Domestic prices in India have been cooling in recent months

2023 inflation will likely reach 6.3% YOY because of potential increases in food, fuel, and imported inflation

While India’s recent inflation figures are on a downtrend, broad inflation levels will remain elevated due to global pressures over the next 9–12 months. The short-term ease in prices will provide some temporary relief on margin pressure while offering firms some space to think through their pricing architecture and priorities on protecting margins or market share. Meanwhile, firms should expect elevated levels of inflation to result in trading-down behavior by consumers and customers, making it imperative to carefully segment customers and the product portfolio by price.

Overview

After the immediate surge in producer and consumer prices, India’s inflation growth has slowed slightly over the past six months compared to several other Asian and global markets where pricing pressures remained exacerbated to varying degrees.
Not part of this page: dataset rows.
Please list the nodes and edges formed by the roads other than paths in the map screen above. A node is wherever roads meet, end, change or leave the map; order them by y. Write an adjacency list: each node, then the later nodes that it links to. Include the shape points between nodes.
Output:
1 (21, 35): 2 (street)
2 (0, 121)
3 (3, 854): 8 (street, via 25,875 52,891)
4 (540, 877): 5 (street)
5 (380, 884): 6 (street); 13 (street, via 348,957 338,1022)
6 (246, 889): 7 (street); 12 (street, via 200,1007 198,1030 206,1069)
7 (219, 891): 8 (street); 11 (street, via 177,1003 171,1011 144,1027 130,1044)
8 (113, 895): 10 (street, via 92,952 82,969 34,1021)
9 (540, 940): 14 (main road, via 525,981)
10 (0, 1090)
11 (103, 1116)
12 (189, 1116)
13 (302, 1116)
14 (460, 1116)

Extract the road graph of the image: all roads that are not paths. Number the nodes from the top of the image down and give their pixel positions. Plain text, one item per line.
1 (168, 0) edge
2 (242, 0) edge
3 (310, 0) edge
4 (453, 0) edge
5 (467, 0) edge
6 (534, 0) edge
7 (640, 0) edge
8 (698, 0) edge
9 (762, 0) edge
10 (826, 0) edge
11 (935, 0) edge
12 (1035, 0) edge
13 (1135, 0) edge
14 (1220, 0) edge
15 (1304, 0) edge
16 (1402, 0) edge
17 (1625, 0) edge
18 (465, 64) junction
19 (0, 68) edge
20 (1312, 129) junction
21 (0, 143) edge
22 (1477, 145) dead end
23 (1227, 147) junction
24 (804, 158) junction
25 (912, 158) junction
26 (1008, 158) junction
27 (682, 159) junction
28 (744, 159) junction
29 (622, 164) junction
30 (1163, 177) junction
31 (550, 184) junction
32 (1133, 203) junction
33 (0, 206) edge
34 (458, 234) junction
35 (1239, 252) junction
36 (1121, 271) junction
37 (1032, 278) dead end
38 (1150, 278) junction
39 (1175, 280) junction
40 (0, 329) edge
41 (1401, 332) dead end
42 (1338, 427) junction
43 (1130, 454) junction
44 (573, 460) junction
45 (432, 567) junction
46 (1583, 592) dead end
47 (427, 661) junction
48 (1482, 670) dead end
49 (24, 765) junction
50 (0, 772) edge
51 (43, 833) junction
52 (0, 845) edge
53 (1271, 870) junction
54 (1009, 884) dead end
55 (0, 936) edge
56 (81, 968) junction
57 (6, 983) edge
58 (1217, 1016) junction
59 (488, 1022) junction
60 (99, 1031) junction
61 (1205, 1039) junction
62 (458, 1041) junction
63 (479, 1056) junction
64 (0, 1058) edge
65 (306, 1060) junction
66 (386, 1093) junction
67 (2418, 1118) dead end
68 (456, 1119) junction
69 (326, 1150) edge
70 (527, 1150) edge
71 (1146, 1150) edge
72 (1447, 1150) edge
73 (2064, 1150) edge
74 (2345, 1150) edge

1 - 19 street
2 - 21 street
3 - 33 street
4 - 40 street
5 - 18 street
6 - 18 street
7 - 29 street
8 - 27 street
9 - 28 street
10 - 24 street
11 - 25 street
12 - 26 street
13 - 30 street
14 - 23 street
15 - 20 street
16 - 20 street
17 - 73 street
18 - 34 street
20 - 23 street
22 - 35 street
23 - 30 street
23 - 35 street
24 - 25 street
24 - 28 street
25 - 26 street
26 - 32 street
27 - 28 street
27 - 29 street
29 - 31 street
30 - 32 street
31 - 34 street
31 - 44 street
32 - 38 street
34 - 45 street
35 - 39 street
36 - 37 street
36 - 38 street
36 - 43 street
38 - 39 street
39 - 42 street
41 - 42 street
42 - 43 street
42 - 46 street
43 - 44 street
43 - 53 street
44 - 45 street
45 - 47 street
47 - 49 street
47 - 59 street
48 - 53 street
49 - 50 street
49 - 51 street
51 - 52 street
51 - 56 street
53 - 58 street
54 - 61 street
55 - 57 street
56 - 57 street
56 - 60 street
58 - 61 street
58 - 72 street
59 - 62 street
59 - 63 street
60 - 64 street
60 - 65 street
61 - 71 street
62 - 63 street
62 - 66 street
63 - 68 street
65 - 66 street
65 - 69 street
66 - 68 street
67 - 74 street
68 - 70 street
Consumer price inflation eased from 7.8% YOY in April to 6.8% YOY in October, while producer prices fell even more swiftly, from 15.1% YOY to 8.9% YOY during the same period. Domestic dynamics have contributed to easing pricing in two key ways:

  • Food inflation: India is almost completely self-sufficient in its consumption of staple grains, such as wheat and rice. As a result, while the recent food supply crunch has pushed up prices across major importing countries, the same impact has not been felt in India.
  • Fuel inflation: India benefits from importing discounted crude oil from Russia, a country that has gone from being a small crude oil supplier for India to its largest, as of October 2022, keeping a price ceiling on the price of domestic crude oil.

 Our View

Domestic factors will continue to prevent extreme inflation levels in India. However, India’s inflation levels will also be determined by global dynamics. Global prices of nearly every key commodity, including oil, natural gas, copper, agricultural commodities, and shipping are expected to remain elevated (at current, historically high levels) in 2023 due to supply challenges. Additionally, while factors described above have protected India from extreme food and fuel inflation, additional headwinds are likely to increase pricing pressures:

  • Food inflation: Global fertilizer prices have surged due to high prices of their key raw material, natural gas. As India imports about 10% of the world’s total fertilizer exports, high costs will push up prices of food production domestically.
  • Fuel inflation: While India is likely to continue importing crude oil from Russia, upcoming sanctions by the US and EU on transporters and insurers involved in crude oil trade with Russia could have a secondary impact on the extent to which India is able to continue its oil imports from Russia at minimal additional cost.
  • Imported inflation: The expected weakening of the Indian rupee against the USD through most of 2023 will result in higher costs of imports, exacerbating domestic inflationary pressures.

As a result of these dynamics, we have revised our 2023 inflation forecast up from 5.8% YOY to 6.3% YOY and maintained the 2022 forecast at 6.9% YOY.